Note that if you tried to do this with normal lists, we would get some circular evaluation since the computation is not being delayed. For example:

(* Example REPL Output *)

- fun fib x y = x::(fib' y (x + y));

val fib = fn : int -> int -> int list

- fib 0 1;

uncaught exception Overflow [overflow]
raised at: <file stdIn>

We get an exception Overflow since SML is trying to eagerly evaluate the arguments passed into the constructor ::. This causes it to go into an infinite loop and eventually overflow.

"What's the tail of the list? I'm eager and I evaluate the arguments of the constructor first! Why it's fib y (x + y)! How exciting. Let's evaluate this. Well fib y (x + y) ==> y::(fib (x + y) (y + (x + y))). What's the tail of the list? I'm eager and I evaluate the arguments of the constructor first! Why it's fib (x + y) (y + (x + y))! How exciting. Let's evaluate this...

a few steps later...

Why it's fib ((y + (x + y)) + ((x + y + (y + (x + y))))) (((x + y + (y + (x + y)))) + ((y + (x + y)) + ((x + y + (y + (x + y))))))! dang this is one thicc expression. It's time to surrender and raise exception Overflow [overflow]. We'll get em next time 😞

- The inner dialogue of the SML Compiler

Thunks and Continuations

Another way to think of thunks is in relation to continuations. We've seen before continuations being passed into functions as a way to represent what instructions need to be executed. Here, we are using the same idea but rather than forcing all those instructions to be executed now, we are passing them off so that they can be done when and if they are needed.

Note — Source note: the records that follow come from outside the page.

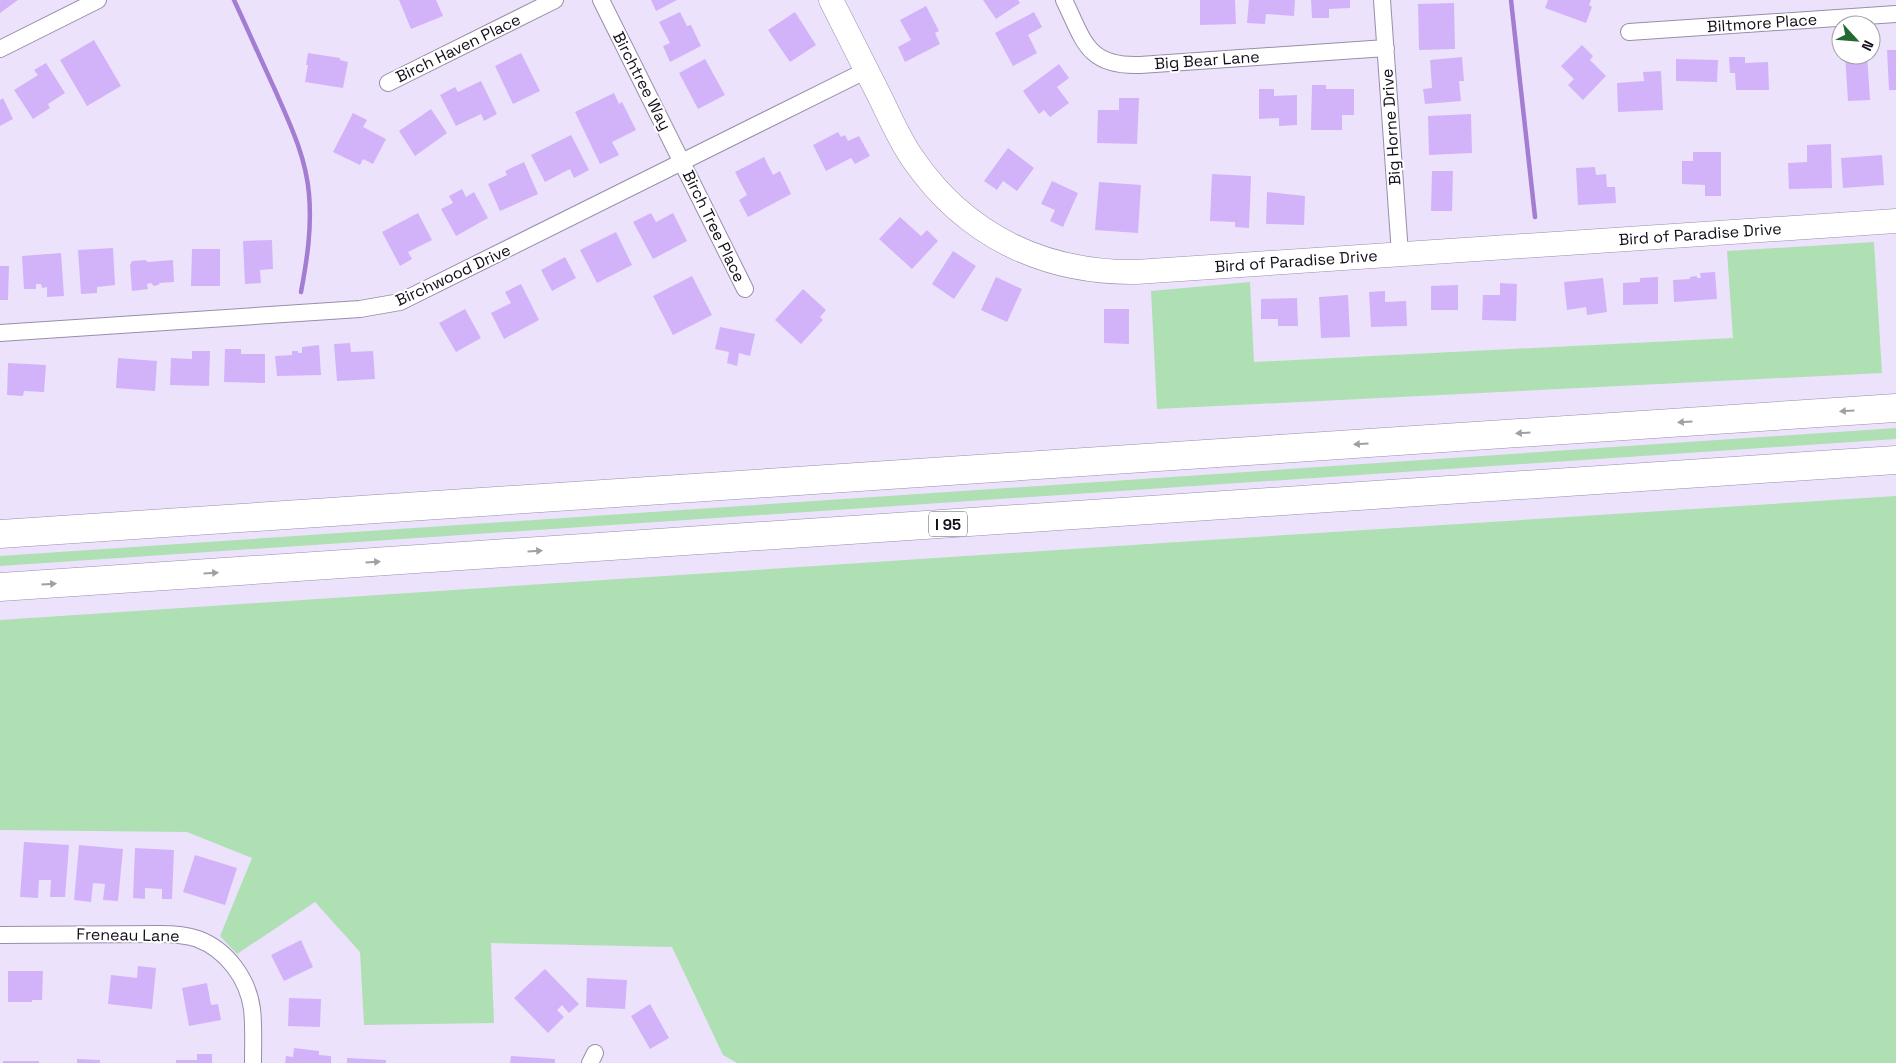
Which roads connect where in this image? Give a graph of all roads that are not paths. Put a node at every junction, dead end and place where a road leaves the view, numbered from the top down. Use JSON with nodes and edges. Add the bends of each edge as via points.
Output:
{"nodes":[{"id":1,"x":98,"y":0,"type":"edge"},
{"id":2,"x":555,"y":0,"type":"edge"},
{"id":3,"x":601,"y":0,"type":"edge"},
{"id":4,"x":831,"y":0,"type":"edge"},
{"id":5,"x":1064,"y":0,"type":"edge"},
{"id":6,"x":1382,"y":0,"type":"edge"},
{"id":7,"x":1896,"y":14,"type":"edge"},
{"id":8,"x":1629,"y":32,"type":"dead end"},
{"id":9,"x":1386,"y":48,"type":"junction"},
{"id":10,"x":0,"y":49,"type":"edge"},
{"id":11,"x":866,"y":70,"type":"junction"},
{"id":12,"x":388,"y":83,"type":"dead end"},
{"id":13,"x":683,"y":162,"type":"junction"},
{"id":14,"x":1896,"y":221,"type":"edge"},
{"id":15,"x":1400,"y":254,"type":"junction"},
{"id":16,"x":745,"y":289,"type":"dead end"},
{"id":17,"x":0,"y":333,"type":"edge"},
{"id":18,"x":1896,"y":408,"type":"edge"},
{"id":19,"x":1896,"y":460,"type":"edge"},
{"id":20,"x":0,"y":534,"type":"edge"},
{"id":21,"x":0,"y":587,"type":"edge"},
{"id":22,"x":0,"y":935,"type":"edge"},
{"id":23,"x":253,"y":1063,"type":"edge"}],
"edges":[{"from":1,"to":10,"type":"street"},
{"from":2,"to":12,"type":"street","name":"Birch Haven Place"},
{"from":3,"to":13,"type":"street","name":"Birchtree Way"},
{"from":4,"to":11,"type":"street","name":"Bird of Paradise Drive"},
{"from":5,"to":9,"type":"street","name":"Big Bear Lane","via":[[1092,52],[1117,65]]},
{"from":6,"to":9,"type":"street","name":"Big Horne Drive"},
{"from":7,"to":8,"type":"street","name":"Biltmore Place"},
{"from":9,"to":15,"type":"street","name":"Big Horne Drive"},
{"from":11,"to":13,"type":"street","name":"Birchwood Drive"},
{"from":11,"to":15,"type":"street","name":"Bird of Paradise Drive","via":[[906,147],[935,188],[989,233],[1022,251],[1052,262],[1086,270],[1136,272]]},
{"from":13,"to":16,"type":"street","name":"Birch Tree Place"},
{"from":13,"to":17,"type":"street","name":"Birchwood Drive","via":[[391,304],[360,309]]},
{"from":14,"to":15,"type":"street","name":"Bird of Paradise Drive"},
{"from":18,"to":20,"type":"highway","one_way":true},
{"from":21,"to":19,"type":"highway","number":"I 95","one_way":true},
{"from":22,"to":23,"type":"street","name":"Freneau Lane","via":[[160,934],[187,936],[207,943],[233,965],[245,984],[252,1009]]}]}
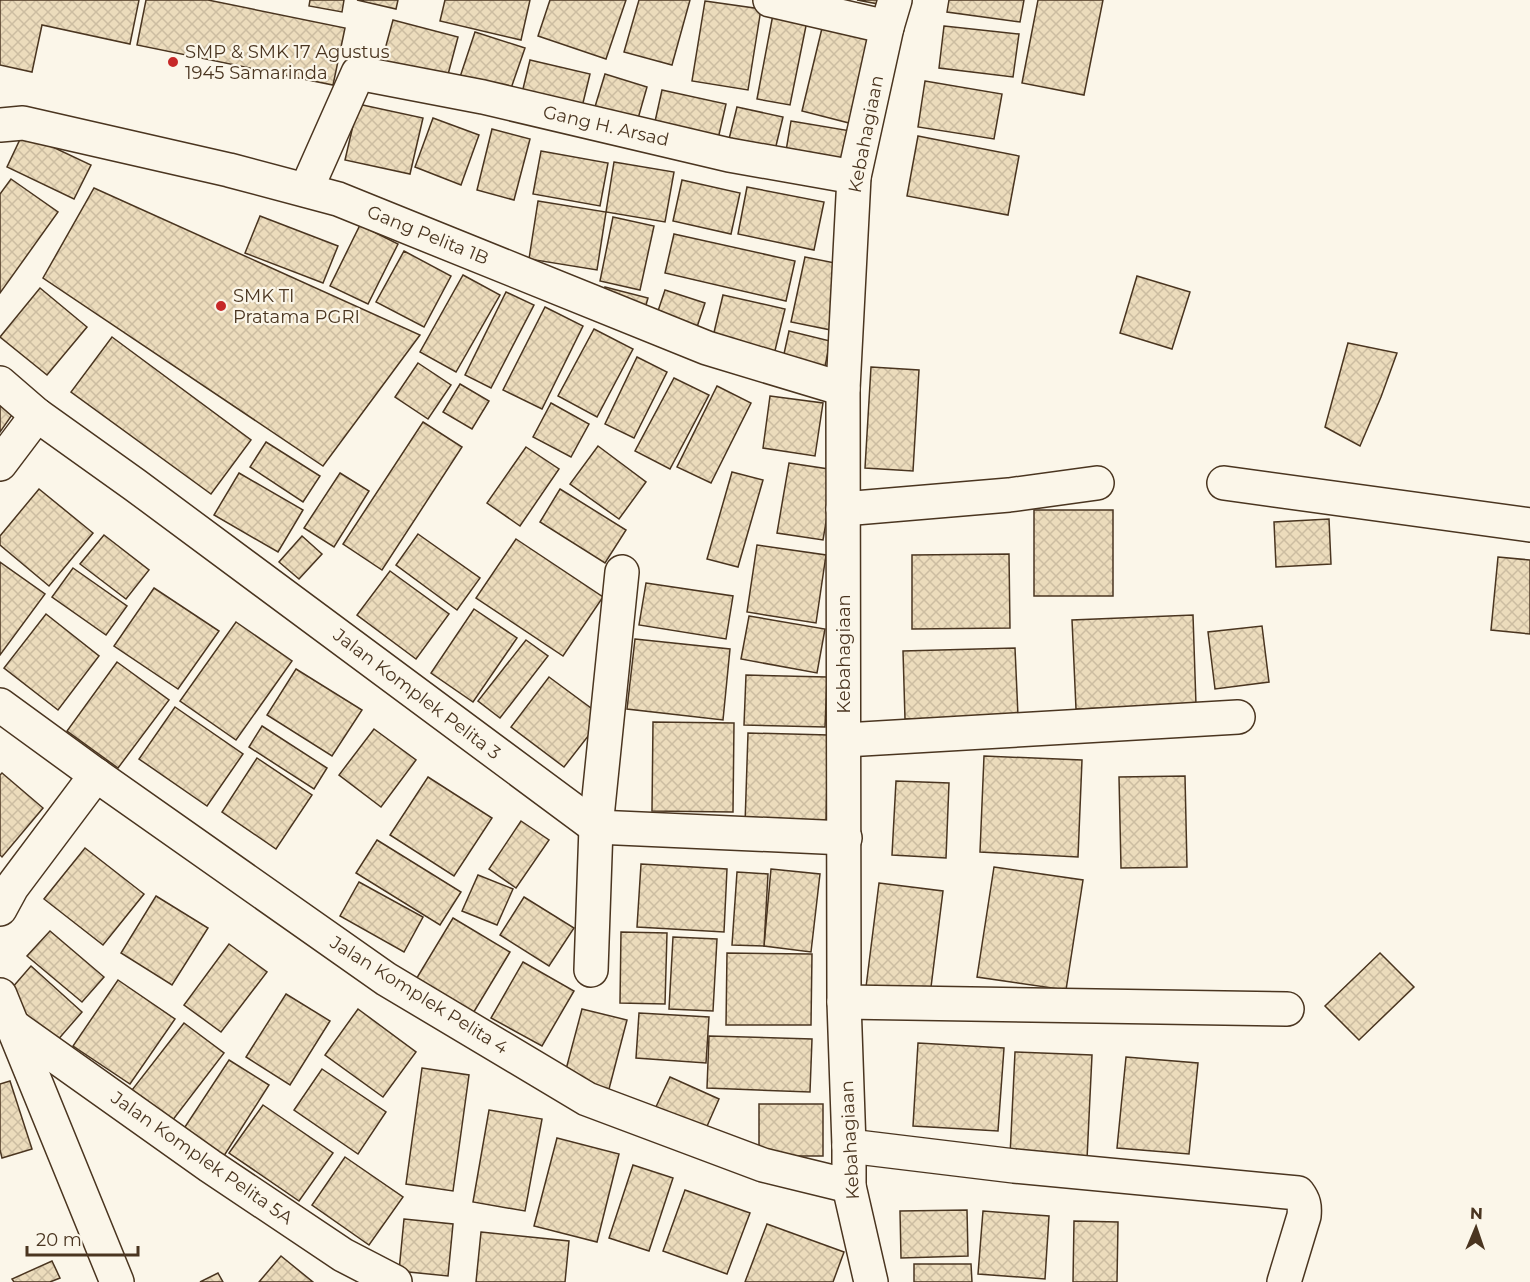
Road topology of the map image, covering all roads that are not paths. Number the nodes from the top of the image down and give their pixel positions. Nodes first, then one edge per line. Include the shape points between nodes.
1 (770, 0) edge
2 (891, 14) edge
3 (0, 125) edge
4 (854, 177) junction
5 (306, 190) junction
6 (0, 383) edge
7 (843, 388) junction
8 (37, 415) junction
9 (0, 464) edge
10 (1097, 483) dead end
11 (1224, 483) dead end
12 (843, 509) junction
13 (1530, 525) edge
14 (622, 572) dead end
15 (0, 705) edge
16 (1238, 717) dead end
17 (845, 740) junction
18 (96, 776) junction
19 (596, 827) junction
20 (845, 838) junction
21 (0, 909) edge
22 (591, 970) dead end
23 (0, 995) edge
24 (844, 1002) junction
25 (1287, 1009) dead end
26 (13, 1026) junction
27 (849, 1146) junction
28 (849, 1186) junction
29 (117, 1282) edge
30 (395, 1282) edge
31 (871, 1282) edge
32 (1284, 1282) edge

1 - 2 street via 813,11
2 - 4 street, Kebahagiaan
3 - 5 street, Gang Pelita 1B via 23,123
4 - 5 street, Gang H. Arsad via 729,155 483,97 358,73
4 - 7 street, Kebahagiaan
5 - 7 street, Gang Pelita 1B via 338,199 707,348
6 - 8 street, Jalan Komplek Pelita 3
7 - 12 street, Kebahagiaan
8 - 9 street
8 - 19 street, Jalan Komplek Pelita 3
10 - 12 street
11 - 13 street
12 - 17 street, Kebahagiaan
14 - 19 street
15 - 18 street, Jalan Komplek Pelita 4
16 - 17 street
17 - 20 street, Kebahagiaan
18 - 21 street via 12,886
18 - 28 street, Jalan Komplek Pelita 4 via 386,979 587,1099 763,1165
19 - 20 street
19 - 22 street
20 - 24 street, Kebahagiaan
23 - 26 street
24 - 25 street
24 - 27 street, Kebahagiaan
26 - 29 street
26 - 30 street, Jalan Komplek Pelita 5A via 210,1166 343,1255
27 - 28 street, Kebahagiaan
27 - 32 street via 1298,1193 1303,1200 1304,1216
28 - 31 street, Kebahagiaan

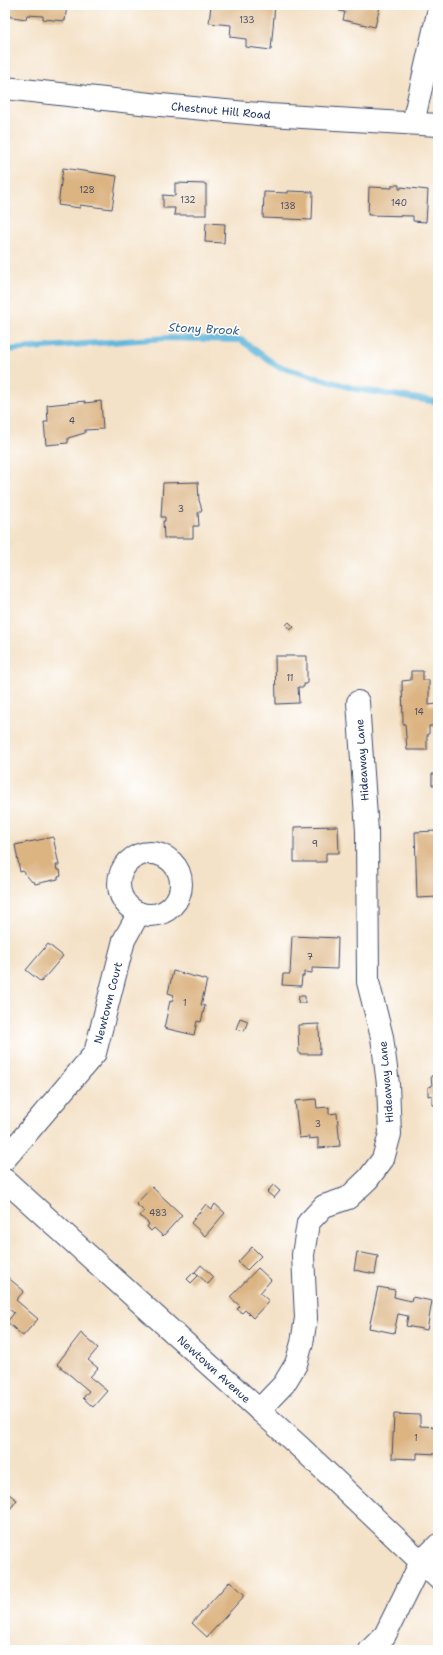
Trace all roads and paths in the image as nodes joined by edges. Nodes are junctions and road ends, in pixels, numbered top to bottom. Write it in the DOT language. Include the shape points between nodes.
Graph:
graph roads {
  1 [pos="438,13"];
  2 [pos="5,88"];
  3 [pos="413,123"];
  4 [pos="438,125"];
  5 [pos="358,702"];
  6 [pos="139,913"];
  7 [pos="5,1159"];
  8 [pos="5,1180"];
  9 [pos="259,1410"];
  10 [pos="438,1545"];
  11 [pos="421,1562"];
  12 [pos="438,1578"];
  13 [pos="370,1650"];
  1 -- 3 [label="street"];
  2 -- 3 [label="street, Chestnut Hill Road" via="254,114"];
  3 -- 4 [label="street, Chestnut Hill Road"];
  5 -- 9 [label="street, Hideaway Lane" via="367,831 368,982 382,1037 388,1084 390,1134 383,1159 368,1179 348,1198 324,1206 308,1223 303,1255 306,1318 302,1343 296,1364 284,1384"];
  6 -- 7 [label="street, Newtown Court" via="124,940 95,1053"];
  8 -- 9 [label="street, Newtown Avenue"];
  9 -- 11 [label="street, Newtown Avenue"];
  10 -- 11 [label="street"];
  11 -- 12 [label="street, Newtown Avenue"];
  11 -- 13 [label="street" via="385,1635"];
}
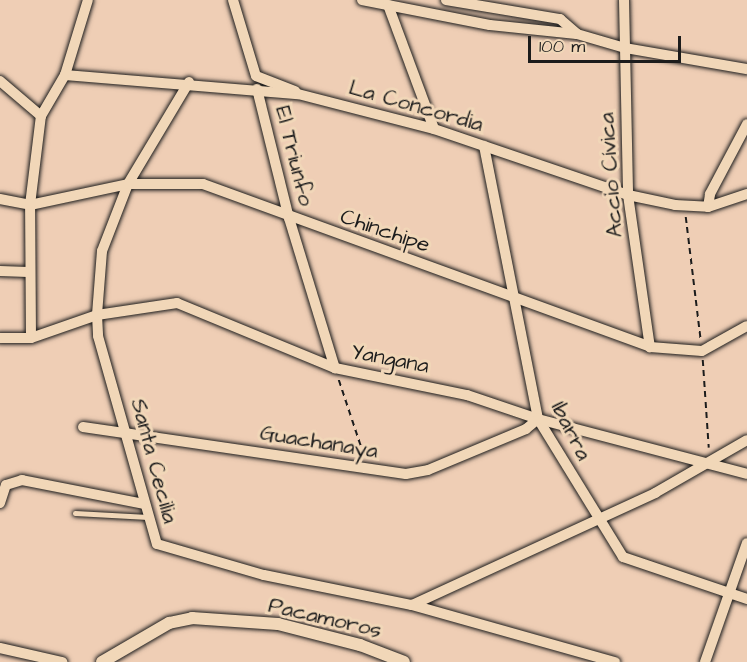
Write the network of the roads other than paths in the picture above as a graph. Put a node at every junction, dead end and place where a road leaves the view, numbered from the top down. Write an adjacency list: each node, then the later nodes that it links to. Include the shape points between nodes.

In the fibs example we can see this where the lazylist is defined to be the specific element of the fibonacci sequence, and a continuation (thunk) to produce the next element (along with a new continuation to compute the next next element, and so on infinitely).

Another example that may be more enlightening is the function that tries to find all elements in a list that satisfy some predicate p:

fun listFind (p : 'a -> bool) ([] : 'a list) : 'a lazylist = Nil
| listFind p (x::xs) =
if p x
then Cons (x, fn () => listFind p xs)
else listFind p xs

val p = fn x => x mod 2 = 0
val res : int lazylist = listFind p [1,2,3,4]

Here, res would be bound to Cons(2, fn () => listFind p [3,4]). Our program is basically saying "I found this element, 2, that satisfies your predicate, and if you'd like to find another element: here's a continuation/thunk that will do that for you". So rather than having to evaluate a predicate (with a potentially large cost-bound) over a potentially huge list, we can be lazy, and only look at what we need.

Conclusion

Even though SML is an eager language, we can utilize thunks to delay the computation of arguments. This allows us to simulate and represent a more lazy style of evaluation, where we evaluate arguments as needed. Using this idea, we can even represent things like infinite lists in SML!